PROMPT
The data should be printed again, exactly.

GIVEN INFORMATION
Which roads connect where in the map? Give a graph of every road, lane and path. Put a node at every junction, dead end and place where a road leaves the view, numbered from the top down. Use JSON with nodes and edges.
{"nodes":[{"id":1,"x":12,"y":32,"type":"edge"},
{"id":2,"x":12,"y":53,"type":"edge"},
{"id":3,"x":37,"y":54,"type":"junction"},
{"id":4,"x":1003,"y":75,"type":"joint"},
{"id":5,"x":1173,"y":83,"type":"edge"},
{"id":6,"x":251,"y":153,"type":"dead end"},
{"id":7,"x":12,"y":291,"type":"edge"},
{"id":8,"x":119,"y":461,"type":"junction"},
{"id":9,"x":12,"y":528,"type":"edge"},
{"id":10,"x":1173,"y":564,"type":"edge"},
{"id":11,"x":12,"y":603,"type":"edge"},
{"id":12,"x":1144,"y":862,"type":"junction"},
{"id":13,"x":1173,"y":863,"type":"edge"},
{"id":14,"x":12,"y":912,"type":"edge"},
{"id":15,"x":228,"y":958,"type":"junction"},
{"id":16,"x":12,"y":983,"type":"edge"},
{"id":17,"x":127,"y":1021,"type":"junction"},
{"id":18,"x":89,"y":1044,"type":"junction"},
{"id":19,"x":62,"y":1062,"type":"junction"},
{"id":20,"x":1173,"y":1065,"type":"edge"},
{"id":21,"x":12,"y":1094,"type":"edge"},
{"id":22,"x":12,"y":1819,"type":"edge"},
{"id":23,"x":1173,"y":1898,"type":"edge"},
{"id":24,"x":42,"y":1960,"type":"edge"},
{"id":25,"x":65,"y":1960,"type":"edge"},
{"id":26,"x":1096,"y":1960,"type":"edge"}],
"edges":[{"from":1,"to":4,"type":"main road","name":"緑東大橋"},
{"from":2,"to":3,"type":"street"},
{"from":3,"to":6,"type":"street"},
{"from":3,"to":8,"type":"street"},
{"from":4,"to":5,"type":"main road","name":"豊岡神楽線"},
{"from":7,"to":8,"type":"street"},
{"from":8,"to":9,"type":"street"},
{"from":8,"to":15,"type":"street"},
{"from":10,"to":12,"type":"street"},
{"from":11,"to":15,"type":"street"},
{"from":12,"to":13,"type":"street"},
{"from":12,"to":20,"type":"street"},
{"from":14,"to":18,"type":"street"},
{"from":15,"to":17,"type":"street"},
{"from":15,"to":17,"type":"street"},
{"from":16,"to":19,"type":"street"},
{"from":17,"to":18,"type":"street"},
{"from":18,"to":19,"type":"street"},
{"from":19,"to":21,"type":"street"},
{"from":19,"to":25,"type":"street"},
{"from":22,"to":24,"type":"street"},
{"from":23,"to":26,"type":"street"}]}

PROBLEM SOLUTION
Which roads connect where in the map? Give a graph of every road, lane and path. Put a node at every junction, dead end and place where a road leaves the view, numbered from the top down. Use JSON with nodes and edges.
{"nodes":[{"id":1,"x":12,"y":32,"type":"edge"},
{"id":2,"x":12,"y":53,"type":"edge"},
{"id":3,"x":37,"y":54,"type":"junction"},
{"id":4,"x":1003,"y":75,"type":"joint"},
{"id":5,"x":1173,"y":83,"type":"edge"},
{"id":6,"x":251,"y":153,"type":"dead end"},
{"id":7,"x":12,"y":291,"type":"edge"},
{"id":8,"x":119,"y":461,"type":"junction"},
{"id":9,"x":12,"y":528,"type":"edge"},
{"id":10,"x":1173,"y":564,"type":"edge"},
{"id":11,"x":12,"y":603,"type":"edge"},
{"id":12,"x":1144,"y":862,"type":"junction"},
{"id":13,"x":1173,"y":863,"type":"edge"},
{"id":14,"x":12,"y":912,"type":"edge"},
{"id":15,"x":228,"y":958,"type":"junction"},
{"id":16,"x":12,"y":983,"type":"edge"},
{"id":17,"x":127,"y":1021,"type":"junction"},
{"id":18,"x":89,"y":1044,"type":"junction"},
{"id":19,"x":62,"y":1062,"type":"junction"},
{"id":20,"x":1173,"y":1065,"type":"edge"},
{"id":21,"x":12,"y":1094,"type":"edge"},
{"id":22,"x":12,"y":1819,"type":"edge"},
{"id":23,"x":1173,"y":1898,"type":"edge"},
{"id":24,"x":42,"y":1960,"type":"edge"},
{"id":25,"x":65,"y":1960,"type":"edge"},
{"id":26,"x":1096,"y":1960,"type":"edge"}],
"edges":[{"from":1,"to":4,"type":"main road","name":"緑東大橋"},
{"from":2,"to":3,"type":"street"},
{"from":3,"to":6,"type":"street"},
{"from":3,"to":8,"type":"street"},
{"from":4,"to":5,"type":"main road","name":"豊岡神楽線"},
{"from":7,"to":8,"type":"street"},
{"from":8,"to":9,"type":"street"},
{"from":8,"to":15,"type":"street"},
{"from":10,"to":12,"type":"street"},
{"from":11,"to":15,"type":"street"},
{"from":12,"to":13,"type":"street"},
{"from":12,"to":20,"type":"street"},
{"from":14,"to":18,"type":"street"},
{"from":15,"to":17,"type":"street"},
{"from":15,"to":17,"type":"street"},
{"from":16,"to":19,"type":"street"},
{"from":17,"to":18,"type":"street"},
{"from":18,"to":19,"type":"street"},
{"from":19,"to":21,"type":"street"},
{"from":19,"to":25,"type":"street"},
{"from":22,"to":24,"type":"street"},
{"from":23,"to":26,"type":"street"}]}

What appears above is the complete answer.